Drawing comparisons between these economic decisions and the current pandemic is absolutely redundant. But what’s not impractical is beholding the guiding principles behind all those decisions. What all these arguments have in common is the assertion that the majority should be benefitted. We are doing everything we can to avoid making appalling decisions but if it does come to that, should we let the elderly, the unproductive, the socially and economically unfit die? There is no definite moral solution but if you let economics decide, then yes. Economics doesn’t justify it, nothing does. But does it alleviate destruction? Yes.
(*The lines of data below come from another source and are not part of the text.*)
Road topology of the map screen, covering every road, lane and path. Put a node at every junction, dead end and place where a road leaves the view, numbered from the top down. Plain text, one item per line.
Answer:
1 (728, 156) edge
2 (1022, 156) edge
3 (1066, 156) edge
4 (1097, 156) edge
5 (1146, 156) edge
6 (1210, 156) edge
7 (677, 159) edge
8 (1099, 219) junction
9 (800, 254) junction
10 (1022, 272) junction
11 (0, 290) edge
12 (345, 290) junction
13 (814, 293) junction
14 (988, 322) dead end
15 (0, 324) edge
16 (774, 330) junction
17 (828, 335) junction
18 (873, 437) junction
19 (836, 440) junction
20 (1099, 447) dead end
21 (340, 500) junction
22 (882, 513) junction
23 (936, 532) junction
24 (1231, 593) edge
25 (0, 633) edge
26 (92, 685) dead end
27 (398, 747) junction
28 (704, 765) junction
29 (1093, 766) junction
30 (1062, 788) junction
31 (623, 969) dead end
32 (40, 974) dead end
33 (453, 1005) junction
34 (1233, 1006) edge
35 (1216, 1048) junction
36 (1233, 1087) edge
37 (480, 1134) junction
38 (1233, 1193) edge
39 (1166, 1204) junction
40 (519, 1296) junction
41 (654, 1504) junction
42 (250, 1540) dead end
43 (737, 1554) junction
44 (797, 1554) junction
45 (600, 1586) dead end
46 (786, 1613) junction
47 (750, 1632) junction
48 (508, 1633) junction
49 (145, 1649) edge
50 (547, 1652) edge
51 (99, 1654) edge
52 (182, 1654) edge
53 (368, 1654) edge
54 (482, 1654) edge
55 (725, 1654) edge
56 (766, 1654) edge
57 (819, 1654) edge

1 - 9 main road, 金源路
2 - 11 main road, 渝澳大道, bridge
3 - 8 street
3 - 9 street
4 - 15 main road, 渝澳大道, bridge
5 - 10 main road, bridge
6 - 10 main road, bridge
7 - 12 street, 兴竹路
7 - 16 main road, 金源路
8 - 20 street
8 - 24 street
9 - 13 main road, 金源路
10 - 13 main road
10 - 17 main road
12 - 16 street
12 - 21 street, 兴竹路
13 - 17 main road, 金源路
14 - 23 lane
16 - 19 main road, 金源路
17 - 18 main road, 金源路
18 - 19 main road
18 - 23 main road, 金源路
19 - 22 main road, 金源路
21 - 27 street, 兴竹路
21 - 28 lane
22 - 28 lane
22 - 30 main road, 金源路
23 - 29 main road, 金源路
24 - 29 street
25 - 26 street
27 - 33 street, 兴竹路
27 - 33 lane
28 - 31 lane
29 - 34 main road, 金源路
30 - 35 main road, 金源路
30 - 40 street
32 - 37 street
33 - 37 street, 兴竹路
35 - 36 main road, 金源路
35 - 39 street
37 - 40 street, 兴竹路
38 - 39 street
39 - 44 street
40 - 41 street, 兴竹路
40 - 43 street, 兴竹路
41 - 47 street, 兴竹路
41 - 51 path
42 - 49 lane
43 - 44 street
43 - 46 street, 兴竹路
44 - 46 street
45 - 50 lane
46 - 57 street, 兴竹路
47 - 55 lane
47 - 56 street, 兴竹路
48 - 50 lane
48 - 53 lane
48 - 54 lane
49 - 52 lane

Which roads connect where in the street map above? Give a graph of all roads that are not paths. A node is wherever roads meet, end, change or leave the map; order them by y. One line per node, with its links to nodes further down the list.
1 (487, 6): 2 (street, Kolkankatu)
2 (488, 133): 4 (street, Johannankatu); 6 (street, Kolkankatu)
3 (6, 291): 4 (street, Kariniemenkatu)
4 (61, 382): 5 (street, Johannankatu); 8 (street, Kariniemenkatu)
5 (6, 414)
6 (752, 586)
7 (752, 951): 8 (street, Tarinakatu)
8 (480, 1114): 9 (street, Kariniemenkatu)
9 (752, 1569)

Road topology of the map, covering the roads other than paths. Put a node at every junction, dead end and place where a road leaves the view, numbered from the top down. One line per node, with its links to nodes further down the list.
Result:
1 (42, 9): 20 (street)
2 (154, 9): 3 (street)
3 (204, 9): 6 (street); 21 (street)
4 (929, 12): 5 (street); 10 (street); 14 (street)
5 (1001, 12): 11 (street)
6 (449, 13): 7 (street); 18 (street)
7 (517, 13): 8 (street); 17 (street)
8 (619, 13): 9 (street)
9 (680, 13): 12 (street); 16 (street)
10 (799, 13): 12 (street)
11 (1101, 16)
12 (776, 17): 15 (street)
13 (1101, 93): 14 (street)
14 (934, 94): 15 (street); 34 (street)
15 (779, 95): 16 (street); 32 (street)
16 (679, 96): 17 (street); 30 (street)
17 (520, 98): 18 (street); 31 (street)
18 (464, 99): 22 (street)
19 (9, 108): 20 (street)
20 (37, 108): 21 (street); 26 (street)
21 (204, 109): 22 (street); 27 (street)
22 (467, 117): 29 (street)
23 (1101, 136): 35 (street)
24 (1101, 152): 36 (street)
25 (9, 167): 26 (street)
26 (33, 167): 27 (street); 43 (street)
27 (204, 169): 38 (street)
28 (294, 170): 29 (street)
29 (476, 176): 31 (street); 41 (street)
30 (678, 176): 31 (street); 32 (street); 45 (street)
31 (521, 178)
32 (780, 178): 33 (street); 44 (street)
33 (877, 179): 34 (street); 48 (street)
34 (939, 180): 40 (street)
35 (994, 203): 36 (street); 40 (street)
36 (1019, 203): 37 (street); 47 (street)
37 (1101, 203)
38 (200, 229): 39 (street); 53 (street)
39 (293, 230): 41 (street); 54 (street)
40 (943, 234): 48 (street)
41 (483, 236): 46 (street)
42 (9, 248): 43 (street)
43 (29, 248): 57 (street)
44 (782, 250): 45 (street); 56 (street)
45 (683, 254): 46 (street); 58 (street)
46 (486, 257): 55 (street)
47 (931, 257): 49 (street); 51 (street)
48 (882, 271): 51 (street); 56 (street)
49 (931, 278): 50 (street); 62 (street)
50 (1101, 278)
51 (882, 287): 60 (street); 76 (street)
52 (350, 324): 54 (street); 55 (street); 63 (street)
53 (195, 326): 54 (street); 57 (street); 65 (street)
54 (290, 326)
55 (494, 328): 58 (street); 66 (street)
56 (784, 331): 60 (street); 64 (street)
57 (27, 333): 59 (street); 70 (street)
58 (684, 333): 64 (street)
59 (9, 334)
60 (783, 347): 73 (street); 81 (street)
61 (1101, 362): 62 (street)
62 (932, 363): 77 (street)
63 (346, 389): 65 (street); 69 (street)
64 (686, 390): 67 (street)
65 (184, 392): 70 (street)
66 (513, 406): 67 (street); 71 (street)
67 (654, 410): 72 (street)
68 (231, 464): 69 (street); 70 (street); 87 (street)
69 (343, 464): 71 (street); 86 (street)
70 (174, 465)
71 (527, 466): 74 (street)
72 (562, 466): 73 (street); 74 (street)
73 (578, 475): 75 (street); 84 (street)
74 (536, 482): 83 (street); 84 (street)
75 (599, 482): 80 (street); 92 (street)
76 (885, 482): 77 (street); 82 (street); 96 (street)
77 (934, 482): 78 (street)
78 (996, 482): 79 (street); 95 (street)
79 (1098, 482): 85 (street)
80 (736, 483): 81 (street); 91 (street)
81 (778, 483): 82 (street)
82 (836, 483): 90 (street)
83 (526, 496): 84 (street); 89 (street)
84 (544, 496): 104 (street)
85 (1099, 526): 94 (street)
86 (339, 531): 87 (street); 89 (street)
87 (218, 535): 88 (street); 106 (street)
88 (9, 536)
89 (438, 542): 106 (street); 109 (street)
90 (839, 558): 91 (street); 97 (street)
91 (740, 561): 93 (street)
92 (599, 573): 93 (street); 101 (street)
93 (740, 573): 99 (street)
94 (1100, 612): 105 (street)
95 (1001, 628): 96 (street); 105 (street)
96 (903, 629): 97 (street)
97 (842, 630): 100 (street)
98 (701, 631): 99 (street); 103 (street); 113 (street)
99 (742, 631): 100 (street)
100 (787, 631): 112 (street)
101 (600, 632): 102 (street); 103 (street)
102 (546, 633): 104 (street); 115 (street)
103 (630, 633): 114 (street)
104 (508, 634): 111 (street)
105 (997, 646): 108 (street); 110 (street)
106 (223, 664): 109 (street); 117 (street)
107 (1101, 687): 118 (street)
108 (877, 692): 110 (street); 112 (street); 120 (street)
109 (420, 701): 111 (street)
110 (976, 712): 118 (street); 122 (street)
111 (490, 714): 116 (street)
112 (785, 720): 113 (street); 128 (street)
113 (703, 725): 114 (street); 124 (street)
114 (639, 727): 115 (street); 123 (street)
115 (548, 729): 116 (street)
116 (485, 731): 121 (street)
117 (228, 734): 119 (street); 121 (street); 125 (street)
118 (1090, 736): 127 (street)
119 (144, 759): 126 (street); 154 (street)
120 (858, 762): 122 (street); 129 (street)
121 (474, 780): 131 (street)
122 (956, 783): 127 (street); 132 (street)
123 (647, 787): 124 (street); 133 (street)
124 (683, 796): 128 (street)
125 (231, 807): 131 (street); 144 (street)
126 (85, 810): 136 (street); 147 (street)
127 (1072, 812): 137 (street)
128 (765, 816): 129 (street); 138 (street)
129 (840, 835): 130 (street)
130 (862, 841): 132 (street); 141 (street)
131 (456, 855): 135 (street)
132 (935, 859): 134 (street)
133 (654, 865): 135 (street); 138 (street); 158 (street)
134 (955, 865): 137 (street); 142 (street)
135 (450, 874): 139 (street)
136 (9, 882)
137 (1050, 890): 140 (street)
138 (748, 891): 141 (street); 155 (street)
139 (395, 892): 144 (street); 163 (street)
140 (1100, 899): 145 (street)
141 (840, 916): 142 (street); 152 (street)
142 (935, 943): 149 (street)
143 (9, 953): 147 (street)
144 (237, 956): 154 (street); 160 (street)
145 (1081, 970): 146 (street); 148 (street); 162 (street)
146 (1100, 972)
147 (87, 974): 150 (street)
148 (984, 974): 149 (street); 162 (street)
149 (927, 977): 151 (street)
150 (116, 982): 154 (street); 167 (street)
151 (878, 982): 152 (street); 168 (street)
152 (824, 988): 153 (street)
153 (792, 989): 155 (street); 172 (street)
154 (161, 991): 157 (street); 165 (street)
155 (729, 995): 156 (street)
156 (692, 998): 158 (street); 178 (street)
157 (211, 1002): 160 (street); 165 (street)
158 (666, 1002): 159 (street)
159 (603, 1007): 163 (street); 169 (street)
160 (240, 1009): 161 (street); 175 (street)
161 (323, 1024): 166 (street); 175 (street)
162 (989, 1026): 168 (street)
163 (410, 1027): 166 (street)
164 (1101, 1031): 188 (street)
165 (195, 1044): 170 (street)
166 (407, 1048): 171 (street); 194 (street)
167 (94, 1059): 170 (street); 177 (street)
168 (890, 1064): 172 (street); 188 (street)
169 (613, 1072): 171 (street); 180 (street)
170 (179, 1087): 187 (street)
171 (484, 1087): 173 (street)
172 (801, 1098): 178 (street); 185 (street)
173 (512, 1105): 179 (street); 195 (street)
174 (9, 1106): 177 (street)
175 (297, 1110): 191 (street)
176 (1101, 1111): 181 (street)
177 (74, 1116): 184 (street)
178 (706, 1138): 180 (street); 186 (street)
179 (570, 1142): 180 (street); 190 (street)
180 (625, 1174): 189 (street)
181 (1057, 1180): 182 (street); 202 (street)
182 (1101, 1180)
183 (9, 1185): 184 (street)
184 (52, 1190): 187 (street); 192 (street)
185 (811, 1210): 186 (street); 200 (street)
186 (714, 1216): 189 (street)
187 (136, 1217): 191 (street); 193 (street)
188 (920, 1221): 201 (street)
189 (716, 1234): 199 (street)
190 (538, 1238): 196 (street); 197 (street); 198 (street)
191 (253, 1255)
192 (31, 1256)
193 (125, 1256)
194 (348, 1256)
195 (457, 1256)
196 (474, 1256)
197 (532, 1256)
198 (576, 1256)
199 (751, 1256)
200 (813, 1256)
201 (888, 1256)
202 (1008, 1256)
It does now, it did when Britishers brought Dominique-Jean Larrey’s Triage into practice, it did when market forces took control after industrialization, it did when United Airlines Flight 93, one of the four flights, got hijacked by Al-Qaeda terrorists on board, as part of the September 11, 2001 attacks. After the hijackers took control of the plane, several passengers and flight attendants learned that suicide attacks had already been made by hijacked airliners on the World Trade Centre in New York and the Pentagon in Virginia. Many passengers then attempted to regain control of the aircraft. The plane crashed into a field near Shanksville, the only aircraft that did not reach its hijackers’ intended target. All 44 of them died including the hijackers, thus saving a thousand others. Of all the choices they had, they chose to do something for the greater good. They chose to be a part of something bigger than themselves.